Work request: Copy exactly the lines of the data below that run from the line holding "middle mcp: (778, 748)" through the line holding "index tip: (1113, 694)", both ends included.
START Extracted information
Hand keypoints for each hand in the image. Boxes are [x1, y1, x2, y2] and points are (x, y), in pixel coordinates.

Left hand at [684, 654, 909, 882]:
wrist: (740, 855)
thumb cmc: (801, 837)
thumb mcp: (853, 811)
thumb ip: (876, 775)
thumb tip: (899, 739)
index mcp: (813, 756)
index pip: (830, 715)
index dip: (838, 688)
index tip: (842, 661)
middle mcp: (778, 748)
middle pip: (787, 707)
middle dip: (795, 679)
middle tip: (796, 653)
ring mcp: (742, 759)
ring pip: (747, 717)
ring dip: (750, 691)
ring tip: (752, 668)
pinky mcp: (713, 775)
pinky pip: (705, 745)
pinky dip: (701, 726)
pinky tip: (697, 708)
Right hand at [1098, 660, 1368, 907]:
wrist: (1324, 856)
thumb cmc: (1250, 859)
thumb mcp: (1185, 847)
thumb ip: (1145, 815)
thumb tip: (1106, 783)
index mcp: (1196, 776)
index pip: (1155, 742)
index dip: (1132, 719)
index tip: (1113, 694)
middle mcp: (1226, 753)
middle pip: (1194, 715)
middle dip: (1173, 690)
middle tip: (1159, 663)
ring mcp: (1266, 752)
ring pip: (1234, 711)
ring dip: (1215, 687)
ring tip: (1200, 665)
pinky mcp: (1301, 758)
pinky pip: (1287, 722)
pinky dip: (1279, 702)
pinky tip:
END Extracted information
Response area:
middle mcp: (778, 748)
middle pip: (787, 707)
middle dip: (795, 679)
middle tip: (796, 653)
ring mcp: (742, 759)
ring pip: (747, 717)
ring dip: (750, 691)
ring tip: (752, 668)
pinky mcp: (713, 775)
pinky pip: (705, 745)
pinky dip: (701, 726)
pinky tip: (697, 708)
Right hand at [1098, 660, 1368, 907]:
wrist: (1324, 856)
thumb cmc: (1250, 859)
thumb mcp: (1185, 847)
thumb ip: (1145, 815)
thumb tip: (1106, 783)
index mcp: (1196, 776)
index pip: (1155, 742)
index dip: (1132, 719)
index tip: (1113, 694)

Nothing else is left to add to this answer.